Larsen, Hemenover, Norris, and Cacioppo (2003) developed the coactivation model of healthy coping to account for such seemingly disparate findings. According to the model, healthy coping may involve an optimal ratio of positive to negative emotional reactions to stressors, and that optimal ratio should be lower for severe stressors than for mild stressors (see Figure 1). By this account, healthy coping with breast cancer (Low et al., 2006) and other severe traumas (Pennebaker, 1993) requires experiencing and expressing more negative emotions (and/or fewer positive emotions) than does coping with less severe stressors (e.g., transitioning to college; Pennebaker & Francis, 1996).
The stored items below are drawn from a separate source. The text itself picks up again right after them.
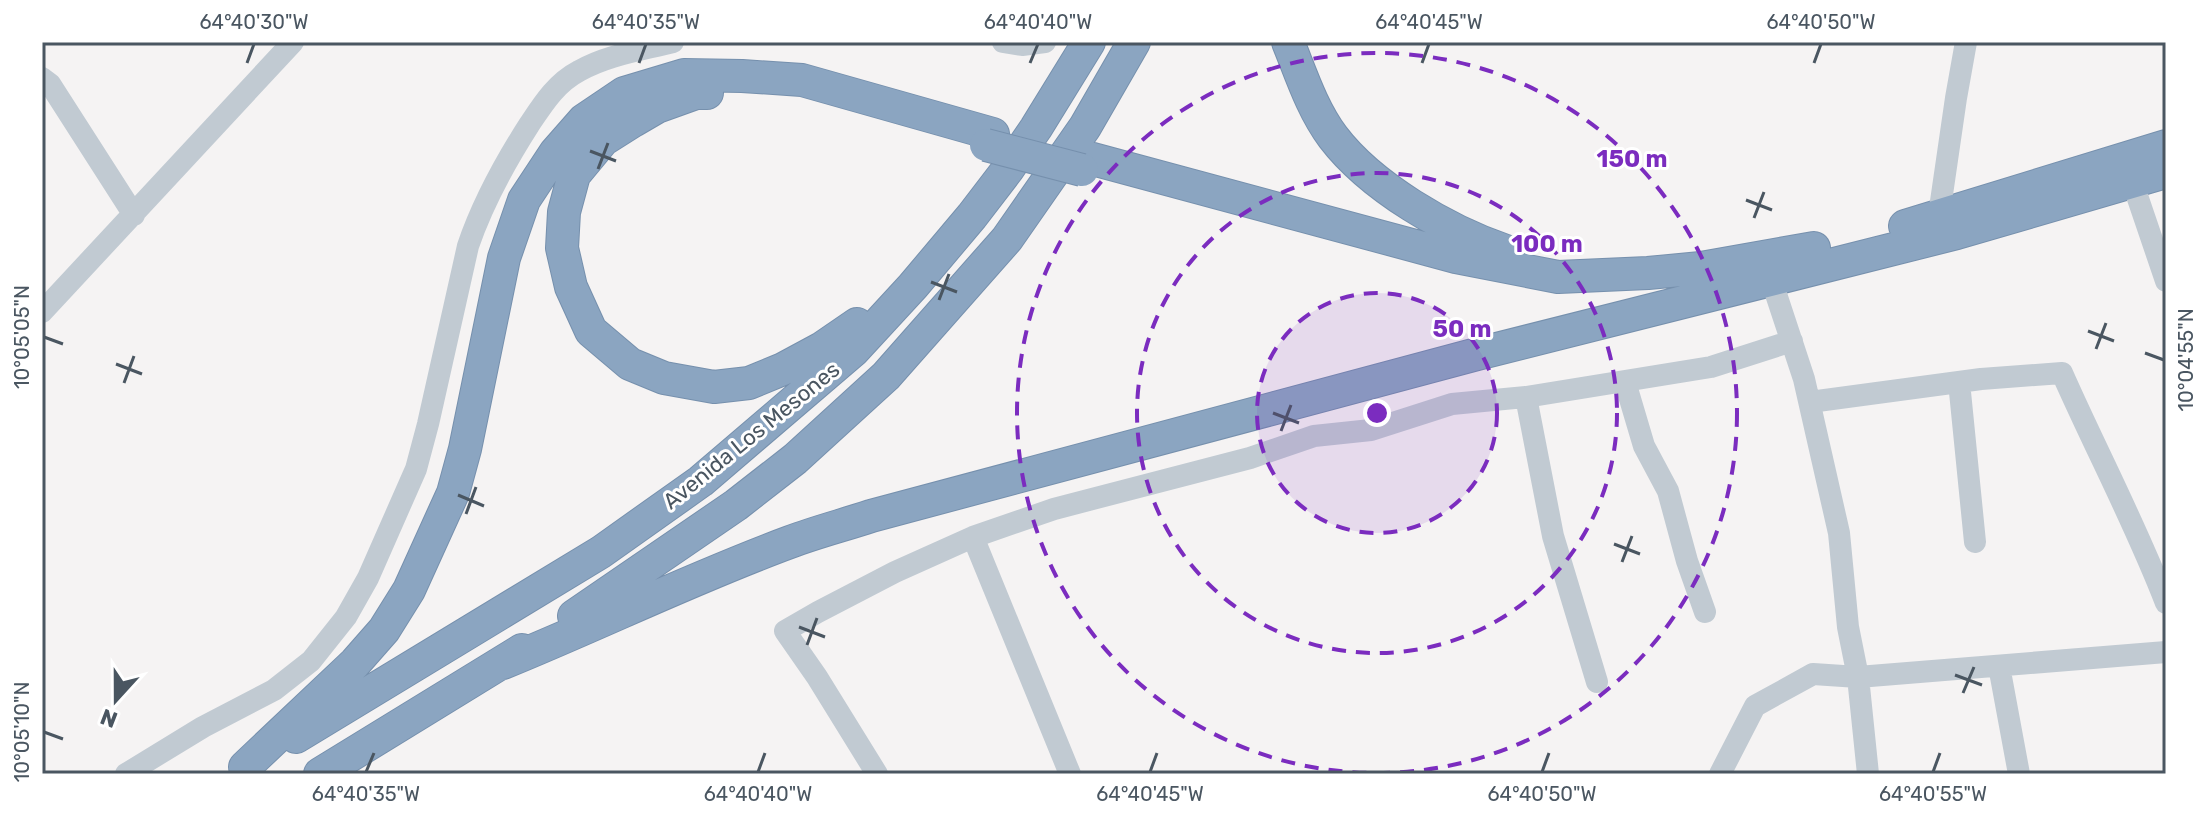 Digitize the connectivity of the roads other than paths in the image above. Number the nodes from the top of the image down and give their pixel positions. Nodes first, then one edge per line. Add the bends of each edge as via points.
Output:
1 (293, 42) edge
2 (673, 42) edge
3 (1003, 42) edge
4 (1089, 42) edge
5 (1134, 42) edge
6 (1288, 42) edge
7 (1966, 42) edge
8 (1044, 43) edge
9 (1068, 76) junction
10 (42, 78) edge
11 (990, 139) junction
12 (2166, 146) edge
13 (1086, 164) junction
14 (2166, 172) edge
15 (2132, 181) junction
16 (134, 215) junction
17 (1939, 215) junction
18 (1602, 276) junction
19 (1771, 279) junction
20 (2166, 281) edge
21 (913, 286) junction
22 (42, 312) edge
23 (1792, 341) junction
24 (1625, 382) junction
25 (1959, 382) junction
26 (1526, 397) junction
27 (1810, 402) junction
28 (973, 537) junction
29 (1975, 542) dead end
30 (2166, 603) edge
31 (1705, 612) dead end
32 (2166, 652) edge
33 (503, 663) junction
34 (1999, 666) junction
35 (1858, 677) junction
36 (1597, 682) dead end
37 (240, 771) edge
38 (126, 774) edge
39 (320, 774) edge
40 (877, 774) edge
41 (1070, 774) edge
42 (1720, 774) edge
43 (1868, 774) edge
44 (2019, 774) edge

1 - 16 street
2 - 38 street via 602,61 565,80 497,177 468,246 416,469 368,578 335,632 311,661 274,690
3 - 8 street
4 - 9 highway, Avenida Los Mesones
5 - 33 highway, Avenida Los Mesones via 1085,127 1007,239 886,376 736,505
6 - 18 highway via 1333,137 1379,181 1475,241
7 - 17 street
8 - 9 street
9 - 21 highway, Avenida Los Mesones via 1008,169
10 - 16 street
11 - 13 highway
11 - 21 highway via 812,101 696,93 657,107 603,140 574,175 564,212 562,248 571,287 591,331 630,364 664,378 714,387 749,383 822,348
11 - 37 highway via 802,80 742,76 684,75 624,93 584,120 524,200 504,258 453,493 409,590 375,641
12 - 17 highway
13 - 18 highway via 1456,257 1558,277
13 - 19 highway via 1480,279 1537,290 1666,290
14 - 15 highway
15 - 19 highway via 1957,233
15 - 20 street
16 - 22 street
17 - 18 highway via 1789,254
19 - 23 street
19 - 33 highway via 871,516 792,541
21 - 37 highway, Avenida Los Mesones via 854,350 701,481 601,552
23 - 24 street via 1711,367
23 - 27 street
24 - 26 street
24 - 31 street via 1644,446 1668,491
25 - 27 street
25 - 29 street
25 - 30 street via 2062,373
26 - 28 street via 1452,404 1371,430 1314,436
26 - 36 street via 1553,536
27 - 35 street via 1839,533
28 - 40 street via 785,631
28 - 41 street
32 - 34 street
33 - 39 highway, Avenida Los Mesones
34 - 35 street
34 - 44 street
35 - 42 street via 1813,674 1755,706
35 - 43 street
The coactivation model of healthy coping. Curves depict the hypothesized effects of the ratio of positive to negative emotional reactions to health outcomes under varying levels of stress. Reprinted with permission from Larsen et al. (2003).
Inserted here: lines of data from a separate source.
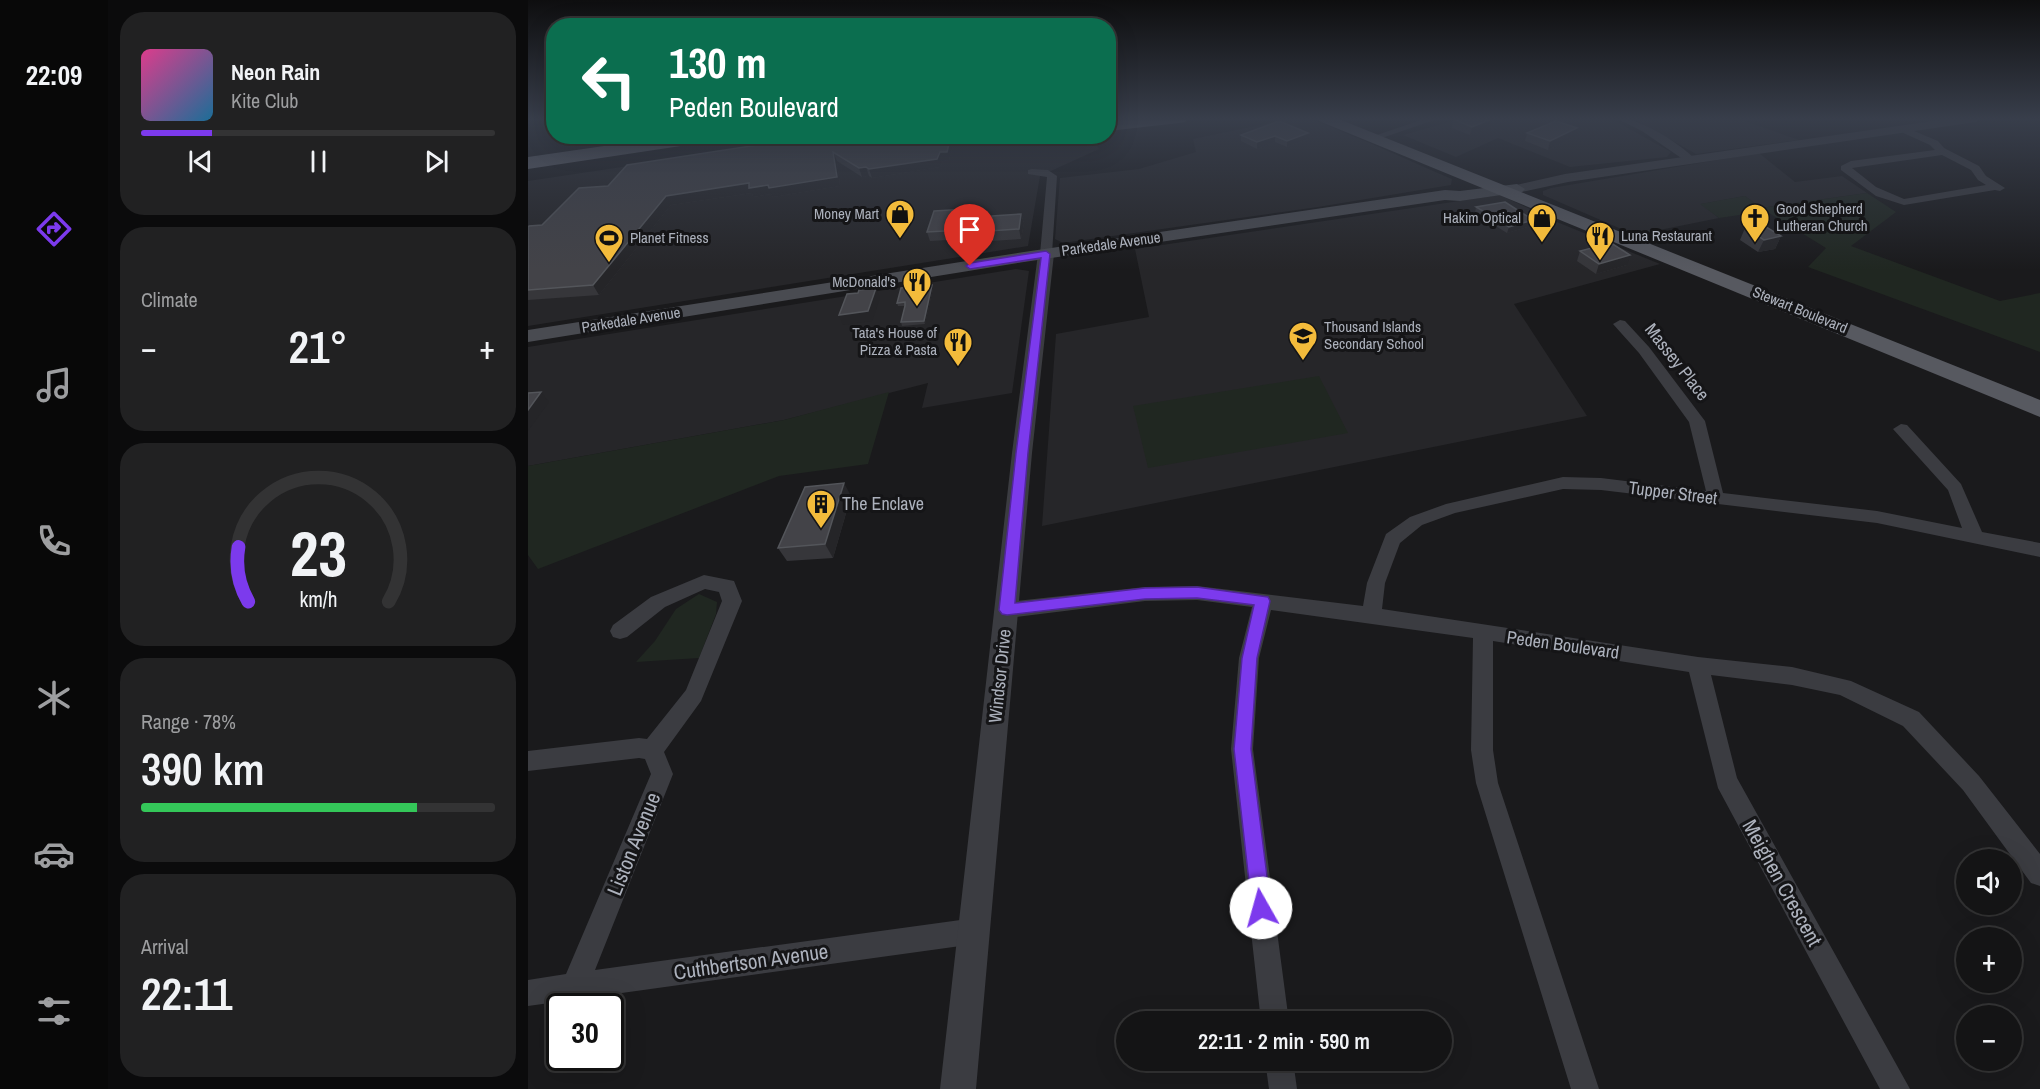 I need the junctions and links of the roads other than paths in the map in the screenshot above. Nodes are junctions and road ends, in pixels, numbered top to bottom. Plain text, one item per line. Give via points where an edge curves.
1 (1429, 169) edge
2 (1459, 169) edge
3 (1629, 169) edge
4 (1846, 169) edge
5 (1976, 169) edge
6 (1032, 172) dead end
7 (1455, 186) junction
8 (1503, 187) junction
9 (1046, 254) junction
10 (1620, 324) dead end
11 (528, 336) edge
12 (2040, 409) edge
13 (1901, 429) dead end
14 (1716, 497) junction
15 (1974, 535) junction
16 (2040, 550) edge
17 (1263, 601) junction
18 (1007, 610) junction
19 (1372, 615) junction
20 (620, 631) dead end
21 (1483, 633) junction
22 (1698, 665) junction
23 (652, 750) junction
24 (528, 761) edge
25 (2040, 874) edge
26 (975, 931) junction
27 (574, 986) junction
28 (528, 993) edge
29 (1274, 1011) edge
30 (1281, 1071) edge
31 (958, 1089) edge
32 (1283, 1089) edge
33 (1585, 1089) edge
34 (1896, 1089) edge

1 - 7 main road, Stewart Boulevard
2 - 8 main road, Stewart Boulevard
3 - 8 street, Parkedale Avenue via 1559,182
4 - 5 street via 1893,200 2002,189 1982,178
6 - 9 street, Windsor Drive via 1052,176
7 - 8 main road, Stewart Boulevard
7 - 8 main road, Parkedale Avenue via 1461,196
7 - 9 main road, Parkedale Avenue
8 - 12 main road, Stewart Boulevard via 1544,208
9 - 11 main road, Parkedale Avenue
9 - 18 street, Windsor Drive
10 - 14 street, Massey Place via 1697,421
13 - 15 street via 1955,488
14 - 15 street, Tupper Street via 1877,517
14 - 19 street, Tupper Street via 1563,483 1452,508 1416,521 1392,539 1376,583
15 - 16 street, Tupper Street
17 - 18 street, Peden Boulevard via 1197,593 1145,594
17 - 19 street, Peden Boulevard
17 - 29 street via 1249,658 1242,749
18 - 26 street, Windsor Drive
19 - 21 street, Peden Boulevard
20 - 23 street via 658,602 704,582 727,586 732,601 694,695
21 - 22 street, Peden Boulevard
21 - 33 street via 1482,750 1487,783
22 - 25 street, Peden Boulevard via 1792,676 1844,687 1911,719 1971,783
22 - 34 street, Meighen Crescent via 1726,781
23 - 24 street via 639,748
23 - 27 street, Liston Avenue via 662,774
26 - 27 street, Cuthbertson Avenue
26 - 31 street, Windsor Drive
27 - 28 street, Cuthbertson Avenue
30 - 32 street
One implication of the coactivation model is that the linear relationship between positive affect and well-being (Hernandez et al., 2018) may be accompanied by a curvilinear component in times of stress (see also, Pressman & Cohen, 2005). Shrira et al. (2011) measured the traumatic distress of personnel at a hospital that was exposed to frequent rocket attacks. They also asked personnel to report how frequently they had experienced several positive affective states and negative affective states during the past week. Consistent with the coactivation model of healthy coping, they found that individuals with intermediate ratios of positive to negative affective states showed the highest levels of well-being. In another study, they found that gastric cancer patients with intermediate positivity ratios showed greater acceptance of their illness and perceived more benefits from their illness. Such findings indicate that negative emotions need not be all bad (and positive emotions not all good). In the face of trauma, well-being may hang in the balance between positive and negative affect.
Conclusion
When early artillery officers missed the enemy position with their first round, they did not aim to hit the position with their second round. If their opening round fell short, they actually tried to overshoot with their second round. Successfully overshooting allowed them to interpolate the enemy position and thereby hit it with their third round. Having followed up the undershot that was negative psychology with the slight overshot that is positive psychology, we are now poised to find our range. In so doing, we can home in on the nuanced ways in which well-being is influenced by positive emotions (Hernandez et al., 2018), negative emotions (Suls, 2018), and even mixed emotions (Folkman & Moskowitz, 2000; Larsen et al., 2003).